The guppies will try to inseminate the female bettas and the females attack them. That happened several times with me. You're right, not all females can be kept together. It was under rarely compatible and they are commonly compatible. I guess it's just different tetras, but I've heard things about tetras demolishing bettas fins. Those are little things.


----------



## lohachata

betta man....i would like to know exactly what it is in the original post that "needs work"..

FF2 has posted some of the best and most informative data on Betta Splendens that has ever been posted on this site....all of the posts worthy of being made a sticky...


----------



## Fishy friend2

Oh wow. Thank you lohachata! I am very happy that you think of the threads that I made like that. Its great to know such a respected moderator thinks my threads are "sticky worthy"


----------



## Betta man

loha, did you see at the bottom where it said, "last edited by fish friend 2 today at 10:22. If I'm not mistaken, he edited the part about sororities. That or I'm going blind. I also think your posts are sticky worth.


----------



## mikkolopez

Very informative. I guess the default would be 1 Betta per tank.

Locally they are called Fighting Fish according to the LFS as they are always in "Rambo" mode when tanked with other fish.


----------



## Eamhhair

I got a ten-gallon tank two weeks ago with a Three-spotted gourami, two feeder fish, a plecostomus, and an angel fish. I had a one-gallon tank with an aggressive female betta (she killed any tank-mates I tried to put in there with her). It's nearing winter time and I only have one heater. I mad sure the new fish were all settled down together and calm before putting in the betta two days ago. Today, I woke up to her flaring at the gourami. I'd be worried, but there's no biting involved, and when the betta chases the groumi, It's not super-fast motion, the betta just swims after it with flared gills (sometimes very slowly)


----------



## FRIENDLYFISHIES

Moonie had my snails feelers for snack!


----------



## emc7

betta and gourami are related fish that will both want to own a piece of the tank's surface. Watch them as they are capable of killing each other but it also possible they will work out a dividing line. If you see blood or fins losing big chunks, separate them ASAP.


----------



## FRIENDLYFISHIES

ive heard angels and bettas arent a good mix either, once the angel gets big enough betta looks like lunch.


----------



## Betta man

Angels are usually okay with other fish if they've been raised with them. eamhhair, you're tank is WAY overstocked.
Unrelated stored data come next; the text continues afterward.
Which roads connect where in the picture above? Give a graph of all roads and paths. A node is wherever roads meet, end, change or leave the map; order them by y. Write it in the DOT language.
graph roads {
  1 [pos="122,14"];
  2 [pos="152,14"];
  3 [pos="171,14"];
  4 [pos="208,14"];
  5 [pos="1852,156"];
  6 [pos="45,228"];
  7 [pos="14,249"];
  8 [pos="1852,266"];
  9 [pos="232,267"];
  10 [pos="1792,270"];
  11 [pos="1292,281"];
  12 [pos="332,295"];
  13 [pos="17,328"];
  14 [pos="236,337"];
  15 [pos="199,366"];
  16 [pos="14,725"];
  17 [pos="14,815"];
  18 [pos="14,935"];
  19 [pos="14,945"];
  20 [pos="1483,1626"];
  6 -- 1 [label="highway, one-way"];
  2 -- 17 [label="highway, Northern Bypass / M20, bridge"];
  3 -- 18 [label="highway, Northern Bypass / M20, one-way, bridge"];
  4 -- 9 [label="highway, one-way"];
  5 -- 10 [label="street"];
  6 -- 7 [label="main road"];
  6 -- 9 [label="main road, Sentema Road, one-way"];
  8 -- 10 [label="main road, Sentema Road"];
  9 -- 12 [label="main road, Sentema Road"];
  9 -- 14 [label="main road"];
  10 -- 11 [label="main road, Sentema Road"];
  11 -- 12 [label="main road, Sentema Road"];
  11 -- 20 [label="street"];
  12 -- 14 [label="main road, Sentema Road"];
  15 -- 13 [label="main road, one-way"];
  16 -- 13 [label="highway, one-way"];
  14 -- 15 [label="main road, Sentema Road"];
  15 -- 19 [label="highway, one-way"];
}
Feeder fish grow to 12 inches long and are messy, the common pleco gets very large, three spot gouramis get to 6 inches long, and angels are fine in that tank while they're still young. I would get rid of the feeders and pleco. The gouramis need a larger tank. Try maybe a 50 gallon.


----------



## dannygreen

lohachata said:


> *OMG !!!!!!!!!!! betta man ;yu are sooooo amazing.....*
> i am learning so much from you....i never knew that you could cross bettas and guppies....what are they called ; bettagups ??
> please...please....go learn about fish before you post something like that statement....
> 
> friend2....you have put up some pretty decent information today...thank you...


Im agree dude! @bettaman is the best!


----------